There's another thread in the first page or two here that gets in to some of the concepts involved with optimizing an FFT. Steve Johnson, one of the authors of FFTW, has made several posts in this regard. The term optimal, ultimately, needs to be referred to some parameter such as FLOPS or speed. Fewer FLOPS does not always equal faster speed for a variety of reasons. The simplest FFT design (sort of) is a standard radix-2 decomposition assuming you have a power of 2 data set. Every power of 2 in data size requires another column of radix-2 butterflies, but the butterflies are easy to construct (the "hard" part is determining the mapping from column to column).
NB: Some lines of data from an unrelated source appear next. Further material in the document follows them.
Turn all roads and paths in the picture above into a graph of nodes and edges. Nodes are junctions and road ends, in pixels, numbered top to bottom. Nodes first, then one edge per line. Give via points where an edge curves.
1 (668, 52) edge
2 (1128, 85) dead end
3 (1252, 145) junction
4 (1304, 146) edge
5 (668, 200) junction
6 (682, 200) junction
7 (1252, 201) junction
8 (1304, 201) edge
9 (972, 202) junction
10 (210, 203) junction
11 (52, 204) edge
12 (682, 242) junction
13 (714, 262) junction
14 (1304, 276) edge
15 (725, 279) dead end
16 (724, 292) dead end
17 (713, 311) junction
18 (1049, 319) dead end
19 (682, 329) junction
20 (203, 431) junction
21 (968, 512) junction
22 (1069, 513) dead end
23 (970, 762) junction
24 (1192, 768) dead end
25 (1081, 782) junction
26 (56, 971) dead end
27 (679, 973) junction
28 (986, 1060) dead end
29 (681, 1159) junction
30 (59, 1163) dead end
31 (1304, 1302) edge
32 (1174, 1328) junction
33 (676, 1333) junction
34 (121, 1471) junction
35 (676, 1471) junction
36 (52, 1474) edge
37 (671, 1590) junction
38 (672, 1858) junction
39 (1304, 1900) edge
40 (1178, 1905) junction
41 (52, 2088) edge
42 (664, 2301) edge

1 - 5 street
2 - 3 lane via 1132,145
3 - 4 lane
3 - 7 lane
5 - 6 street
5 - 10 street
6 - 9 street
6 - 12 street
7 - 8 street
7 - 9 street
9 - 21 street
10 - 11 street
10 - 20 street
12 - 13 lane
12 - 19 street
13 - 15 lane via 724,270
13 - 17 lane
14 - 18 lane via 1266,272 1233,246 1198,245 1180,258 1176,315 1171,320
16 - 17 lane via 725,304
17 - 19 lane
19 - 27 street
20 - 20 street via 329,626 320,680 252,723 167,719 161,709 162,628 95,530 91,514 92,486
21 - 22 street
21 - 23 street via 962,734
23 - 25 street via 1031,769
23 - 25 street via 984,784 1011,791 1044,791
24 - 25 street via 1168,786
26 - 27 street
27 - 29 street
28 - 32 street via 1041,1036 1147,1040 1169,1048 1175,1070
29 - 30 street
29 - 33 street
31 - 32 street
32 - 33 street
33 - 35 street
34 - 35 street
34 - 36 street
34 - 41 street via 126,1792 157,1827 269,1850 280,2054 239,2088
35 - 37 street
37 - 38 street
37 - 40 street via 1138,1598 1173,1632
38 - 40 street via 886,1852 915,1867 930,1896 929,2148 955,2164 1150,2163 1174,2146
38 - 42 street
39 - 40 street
Mark
Thanks again, Chris also sent a useful mail for me which mentioned
similar solution, for gathering all of your respect informations
together I was paste his email here:

Chris:
" If you are not too worried about hardware resources and want a
fairly straight forward implementation, use the cooley-tukey method.
This is the original FFT algorithm.  It is usually implemented in code
with 2 for loops.  For hardware you can unroll the loops and have it
fully parallel.

For an FFT, depending on the radix, there is usually two parts.  FIrst
a 2-point DFT (again depending on radix) then the basic butterfly
algebra.  If you start with a simple 8 point FFT, you can implement 4
parallel 2-point FFT and then the butterfly.

The book "DSP Integrated Circuits" by Lars Wanhammar, has a case study
at the end of each chapter, piece by piece, developing different FFT
cores.  I don't know of any particular online resources, the online
Numerical Recipes (http://www.nrbook.com/nr3/) and DSPGuide (http://
www.dspguide.com/) will be good general information (not hardware
specific) online resources.

Hope that helps."